#### INPUT DATA
*** Block opens ***

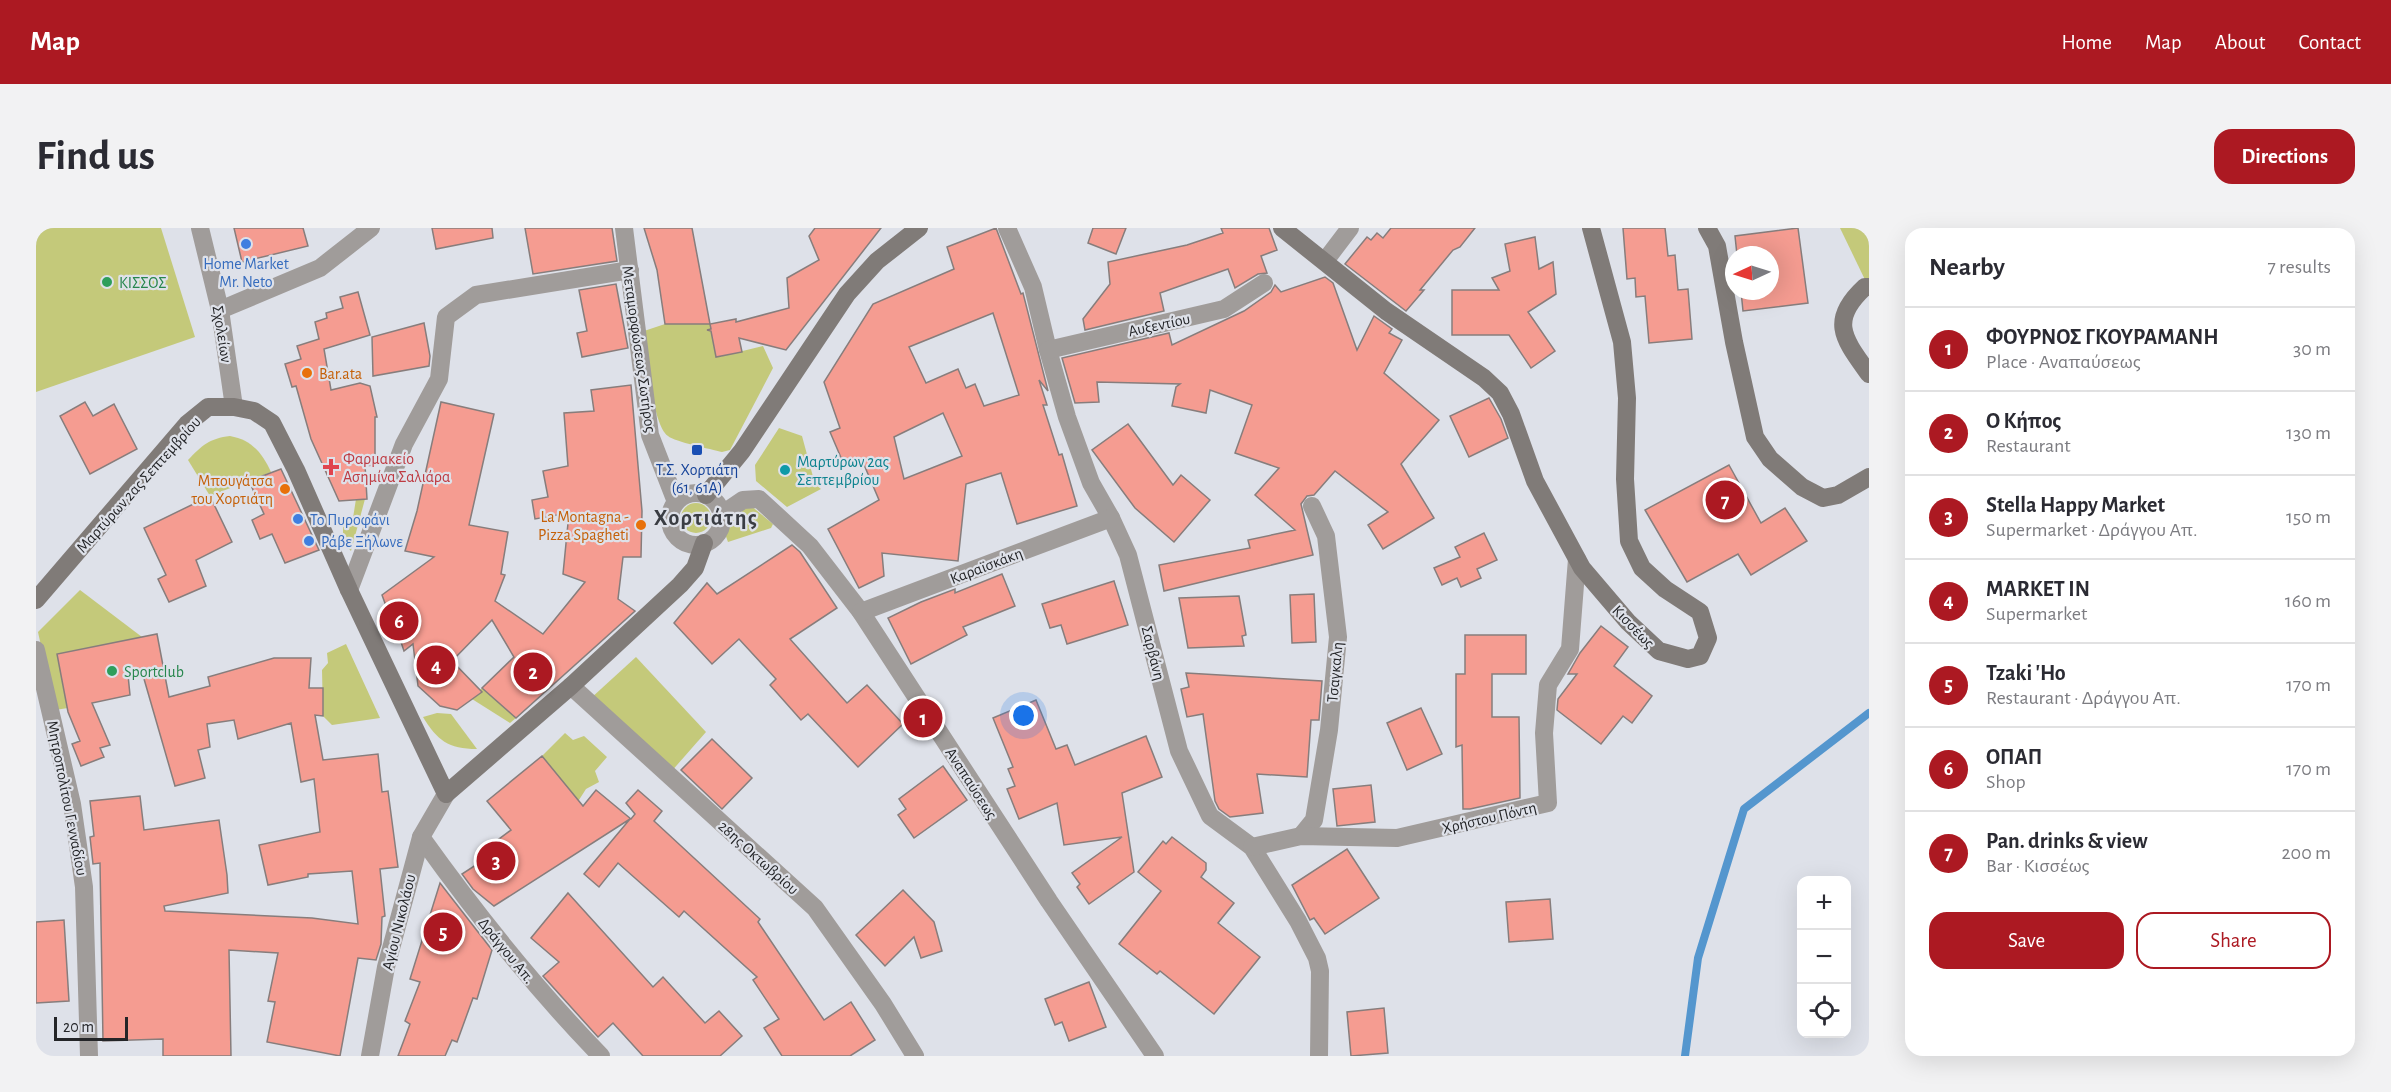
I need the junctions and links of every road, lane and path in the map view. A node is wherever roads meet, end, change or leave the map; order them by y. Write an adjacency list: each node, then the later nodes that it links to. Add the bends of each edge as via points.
1 (200, 228): 14 (street, Σχολείων)
2 (371, 228): 14 (street, via 320,268)
3 (624, 228): 11 (street, Μεταμορφώσεως Σωτήρος)
4 (919, 228): 19 (street, via 877,261 847,294 742,451)
5 (1008, 228): 15 (street, Σαρβάνη, via 1033,287)
6 (1282, 228): 10 (street, Κισσέως)
7 (1350, 228): 10 (street)
8 (1591, 228): 25 (street, Κισσέως, via 1622,342 1627,398 1625,479 1629,541 1642,568 1700,612 1708,638 1700,656 1688,659 1659,651 1628,622)
9 (1707, 228): 18 (street, via 1717,246 1755,437 1770,459 1802,487 1823,498 1838,495)
10 (1325, 261): 25 (street, Κισσέως, via 1386,311 1500,393 1535,481)
11 (630, 270): 20 (street, Μεταμορφώσεως Σωτήρος, via 650,435); 26 (street, via 476,295 446,317 439,379 404,444)
12 (1264, 283): 15 (street, Αυξεντίου, via 1224,309)
13 (1869, 287): 16 (street, via 1849,301 1843,329 1849,346)
14 (220, 310): 17 (street, Σχολείων)
15 (1048, 350): 23 (street, Σαρβάνη, via 1091,483)
16 (1869, 374)
17 (234, 407): 26 (street, Μαρτύρων 2ας Σεπτεμβρίου, via 254,411 272,423); 27 (street, Μαρτύρων 2ας Σεπτεμβρίου, via 208,407 187,424)
18 (1869, 477)
19 (706, 495): 20 (street, via 690,494); 22 (street, via 719,507)
20 (676, 502): 24 (street, via 670,518 674,533 687,543)
21 (1312, 506): 32 (street, Τσαγκαλη, via 1326,536 1338,637 1329,730 1314,820)
22 (721, 516): 24 (street, via 720,529); 28 (street, Αναπαύσεως, via 743,500 759,499 810,546)
23 (1111, 518): 28 (street, Καραϊσκάκη); 34 (street, Σαρβάνη, via 1128,555 1179,751 1210,816)
24 (704, 543): 30 (street, via 695,568 680,585)
25 (1577, 559): 32 (street, Χρήστου Πόντη, via 1570,649 1548,685 1544,733 1548,803 1397,838)
26 (349, 590): 31 (street, Μαρτύρων 2ας Σεπτεμβρίου)
27 (36, 600)
28 (861, 612): 39 (street, Αναπαύσεως, via 1042,891)
29 (36, 650): 35 (street, Μητροπολίτου Γενναδίου, via 72,804 82,867)
30 (571, 686): 31 (street); 38 (street, 28ης Οκτωβρίου, via 815,908)
31 (446, 794): 33 (street, Αγίου Νικολάου)
32 (1301, 836): 34 (street, Χρήστου Πόντη)
33 (421, 837): 36 (street, Αγίου Νικολάου, via 386,967); 37 (street, Δράγγου Απ., via 503,947 554,1008)
34 (1252, 847): 40 (street, Σαρβάνη, via 1317,958)
35 (89, 1056)
36 (370, 1056)
37 (602, 1056)
38 (915, 1056)
39 (1155, 1056)
40 (1319, 1056)

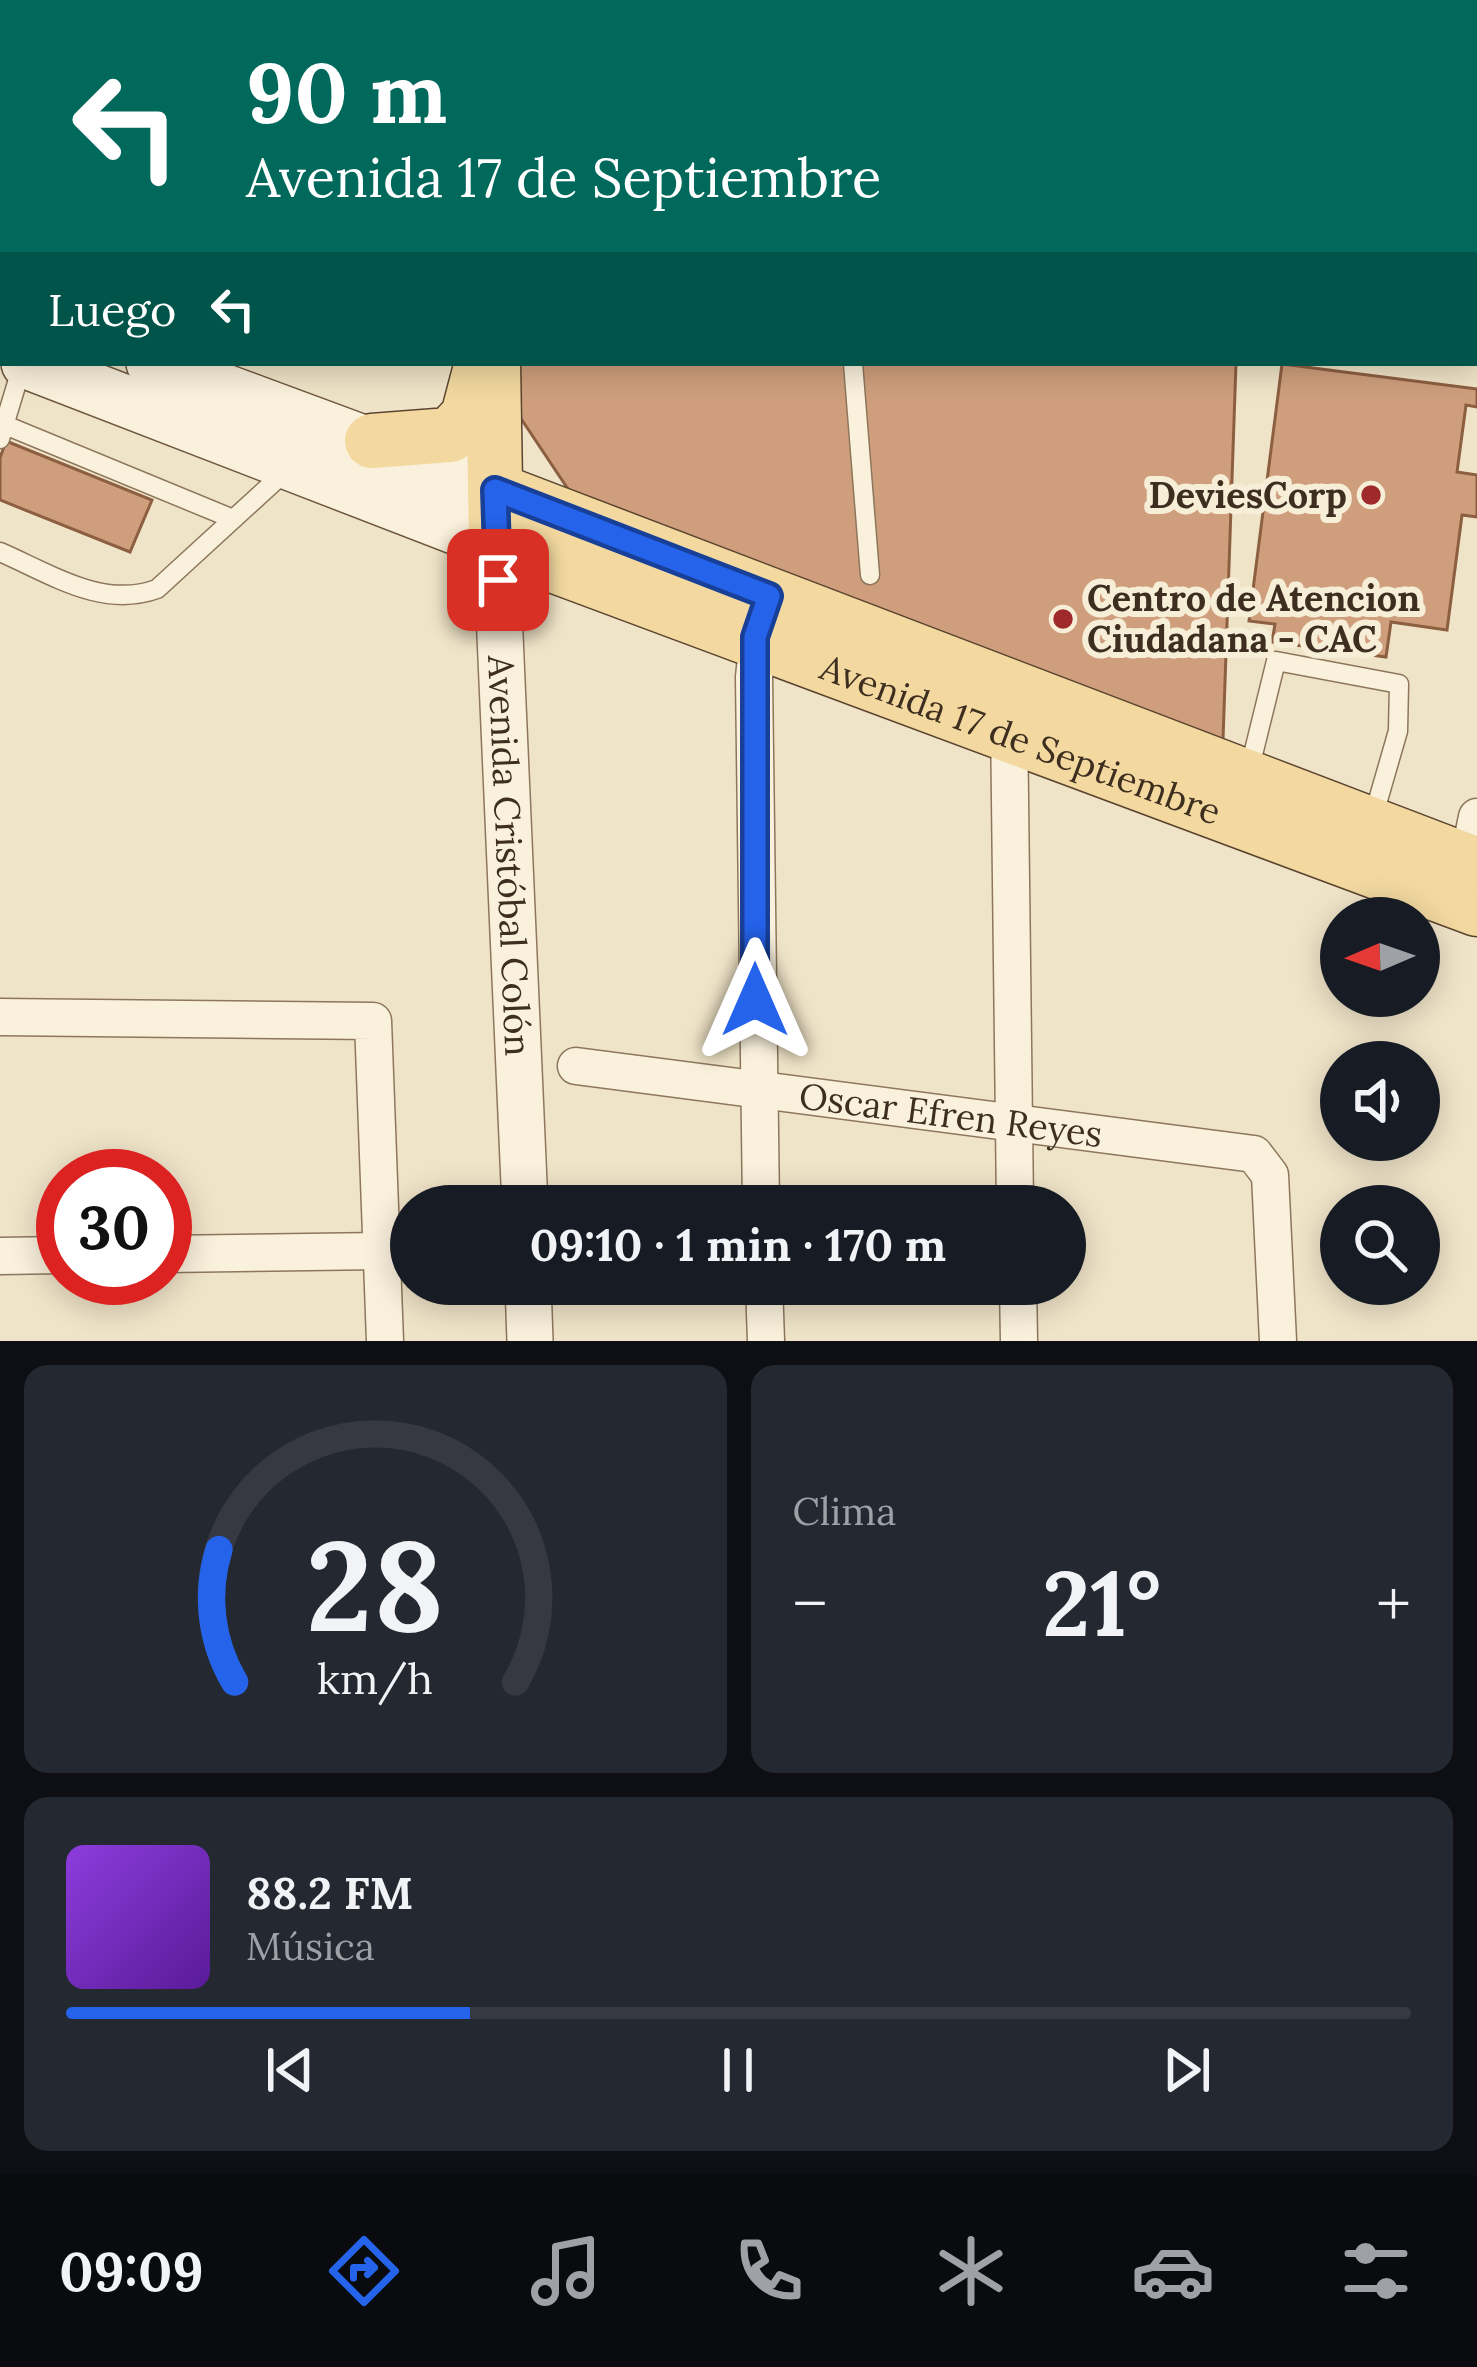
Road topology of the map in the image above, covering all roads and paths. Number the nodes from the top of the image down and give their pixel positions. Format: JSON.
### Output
{"nodes":[{"id":1,"x":24,"y":366,"type":"edge"},
{"id":2,"x":33,"y":366,"type":"edge"},
{"id":3,"x":160,"y":366,"type":"edge"},
{"id":4,"x":481,"y":366,"type":"edge"},
{"id":5,"x":493,"y":366,"type":"edge"},
{"id":6,"x":853,"y":366,"type":"edge"},
{"id":7,"x":2,"y":432,"type":"edge"},
{"id":8,"x":372,"y":441,"type":"junction"},
{"id":9,"x":290,"y":467,"type":"junction"},
{"id":10,"x":495,"y":490,"type":"junction"},
{"id":11,"x":233,"y":519,"type":"junction"},
{"id":12,"x":496,"y":544,"type":"junction"},
{"id":13,"x":0,"y":553,"type":"edge"},
{"id":14,"x":870,"y":575,"type":"dead end"},
{"id":15,"x":762,"y":616,"type":"junction"},
{"id":16,"x":1011,"y":709,"type":"junction"},
{"id":17,"x":1247,"y":775,"type":"junction"},
{"id":18,"x":1371,"y":824,"type":"junction"},
{"id":19,"x":1475,"y":863,"type":"edge"},
{"id":20,"x":0,"y":1017,"type":"edge"},
{"id":21,"x":576,"y":1066,"type":"dead end"},
{"id":22,"x":755,"y":1092,"type":"junction"},
{"id":23,"x":1013,"y":1125,"type":"junction"},
{"id":24,"x":523,"y":1185,"type":"edge"},
{"id":25,"x":759,"y":1185,"type":"edge"},
{"id":26,"x":1015,"y":1185,"type":"edge"},
{"id":27,"x":381,"y":1251,"type":"junction"},
{"id":28,"x":192,"y":1254,"type":"edge"},
{"id":29,"x":36,"y":1255,"type":"edge"},
{"id":30,"x":0,"y":1256,"type":"edge"},
{"id":31,"x":528,"y":1305,"type":"edge"},
{"id":32,"x":765,"y":1305,"type":"edge"},
{"id":33,"x":1018,"y":1305,"type":"edge"},
{"id":34,"x":385,"y":1341,"type":"edge"},
{"id":35,"x":530,"y":1341,"type":"edge"},
{"id":36,"x":766,"y":1341,"type":"edge"},
{"id":37,"x":1019,"y":1341,"type":"edge"},
{"id":38,"x":1278,"y":1341,"type":"edge"}],
"edges":[{"from":1,"to":7,"type":"lane"},
{"from":2,"to":9,"type":"main road","name":"Avenida 17 de Septiembre"},
{"from":3,"to":8,"type":"main road","name":"Avenida 17 de Septiembre"},
{"from":4,"to":8,"type":"main road"},
{"from":5,"to":10,"type":"main road","name":"Avenida Cristóbal Colón"},
{"from":6,"to":14,"type":"lane"},
{"from":7,"to":11,"type":"lane"},
{"from":8,"to":10,"type":"main road","name":"Avenida 17 de Septiembre"},
{"from":9,"to":11,"type":"lane"},
{"from":9,"to":12,"type":"main road","name":"Avenida 17 de Septiembre"},
{"from":10,"to":12,"type":"main road","name":"Avenida Cristóbal Colón"},
{"from":10,"to":15,"type":"main road","name":"Avenida 17 de Septiembre"},
{"from":11,"to":13,"type":"lane"},
{"from":12,"to":15,"type":"main road","name":"Avenida 17 de Septiembre"},
{"from":12,"to":24,"type":"street","name":"Avenida Cristóbal Colón"},
{"from":15,"to":16,"type":"main road","name":"Avenida 17 de Septiembre"},
{"from":15,"to":22,"type":"street"},
{"from":16,"to":17,"type":"main road","name":"Avenida 17 de Septiembre"},
{"from":16,"to":19,"type":"main road","name":"Avenida 17 de Septiembre"},
{"from":16,"to":23,"type":"street"},
{"from":17,"to":18,"type":"main road","name":"Avenida 17 de Septiembre"},
{"from":17,"to":18,"type":"lane"},
{"from":18,"to":19,"type":"main road","name":"Avenida 17 de Septiembre"},
{"from":20,"to":27,"type":"street"},
{"from":21,"to":22,"type":"street","name":"Oscar Efren Reyes"},
{"from":22,"to":23,"type":"street","name":"Oscar Efren Reyes"},
{"from":22,"to":25,"type":"street"},
{"from":23,"to":26,"type":"street"},
{"from":23,"to":38,"type":"street","name":"Oscar Efren Reyes"},
{"from":27,"to":28,"type":"street"},
{"from":27,"to":34,"type":"street"},
{"from":29,"to":30,"type":"street"},
{"from":31,"to":35,"type":"street"},
{"from":32,"to":36,"type":"street"},
{"from":33,"to":37,"type":"street"}]}
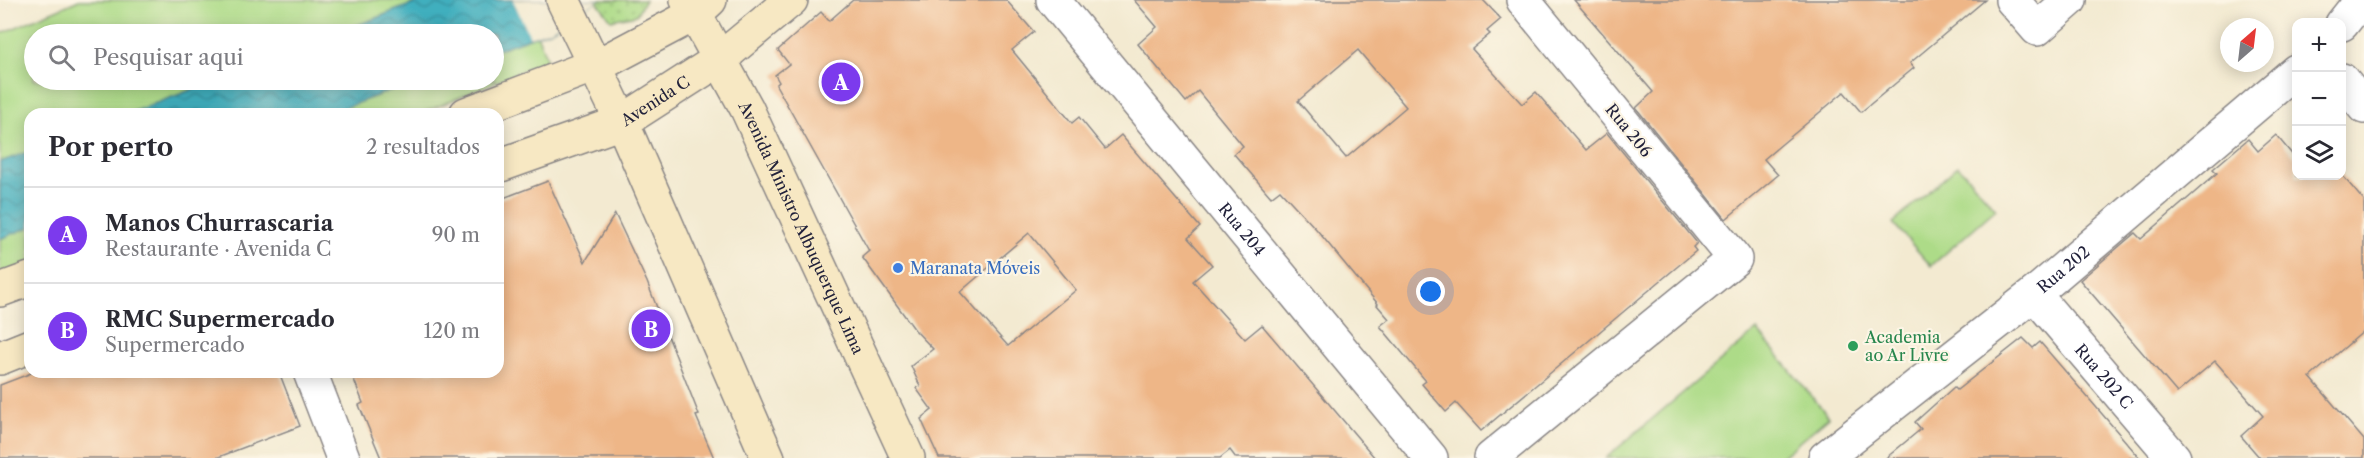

*** Block closes ***

#### INSTRUCTIONS TO FOLLOW
Reply with one number, the count of lines in the data that contain "Σωτήρος".

#### SOLUTION TO THIS TASK
2